The business was leased to manager Tom Harris who later purchased the theatre. Harris was a popular figure in Darwin.

The balcony was reserved for Darwin high society while working class and Aboriginal people, who were given permission from the Chief Protector of Aborigines to break their night-time town curfew so they could attend, were expected to sit downstairs. It cost 2/6 pence to sit upstairs and only a shilling to "sit in the blacks".

The Australian film Jedda had its world premiere at the Star Theatre on 3 January 1955. Harris arranged for a member of the Warhiti tribe "to sing songs and burn sticks to prevent any unwanted rainfalls during the screening. He decorated the theatre for the opening with pandanus, grass mats and Aboriginal artefacts. Large crowds gathered along Smith Street to catch a glimpse of the film's stars Ngarla Kunoth and Robert Tudawali, better known as Bob Wilson, who were permitted to sit in the balcony with the Northern Territory Administrator Frank Wise and his wife. Tudawali decided to sit downstairs. It was reported that a number of Aborigines who were invited had paddled in from Bathurst Island to attend.

The Star lost popularity during the 1960s when two new cinemas opened in Darwin by Michael Paspalis, the open-air Parap Theatre and the drive-in cinema at Nightcliff in 1964.

==Current use==
The Star Theatre was destroyed during Cyclone Tracy in 1974 and never reopened.
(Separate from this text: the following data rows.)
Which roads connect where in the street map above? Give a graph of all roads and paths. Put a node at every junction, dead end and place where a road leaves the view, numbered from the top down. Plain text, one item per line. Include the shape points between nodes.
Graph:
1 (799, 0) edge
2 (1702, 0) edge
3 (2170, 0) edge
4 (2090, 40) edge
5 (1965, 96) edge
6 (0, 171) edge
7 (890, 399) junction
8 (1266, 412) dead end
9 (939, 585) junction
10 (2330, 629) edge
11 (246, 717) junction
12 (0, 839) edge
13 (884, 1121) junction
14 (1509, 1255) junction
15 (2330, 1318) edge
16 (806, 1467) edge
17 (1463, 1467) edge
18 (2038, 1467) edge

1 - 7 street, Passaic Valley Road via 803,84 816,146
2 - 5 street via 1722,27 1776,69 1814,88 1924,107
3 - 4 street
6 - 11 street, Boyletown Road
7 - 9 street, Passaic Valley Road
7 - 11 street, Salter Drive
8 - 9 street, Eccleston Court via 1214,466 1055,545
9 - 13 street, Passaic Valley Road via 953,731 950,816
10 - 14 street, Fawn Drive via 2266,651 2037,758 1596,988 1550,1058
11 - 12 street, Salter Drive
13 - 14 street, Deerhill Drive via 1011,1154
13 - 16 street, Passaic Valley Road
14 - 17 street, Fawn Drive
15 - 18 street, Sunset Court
Manager Tom Harris had died the year before after 40 years in the Northern Territory. His son, Tom Harris Junior, renovated the theatre, turning the projector room into a flat where he and his wife would live for a number of years.

The Star was renovated again and turned into a small shopping village containing a number of small shops and cafes. It continues to be a shopping arcade, now known as Star Village. The original projector is still on display near the entrance to the arcade.

An application to heritage list the theatre was made in 1995 but was unsuccessful due to opposition from the owners.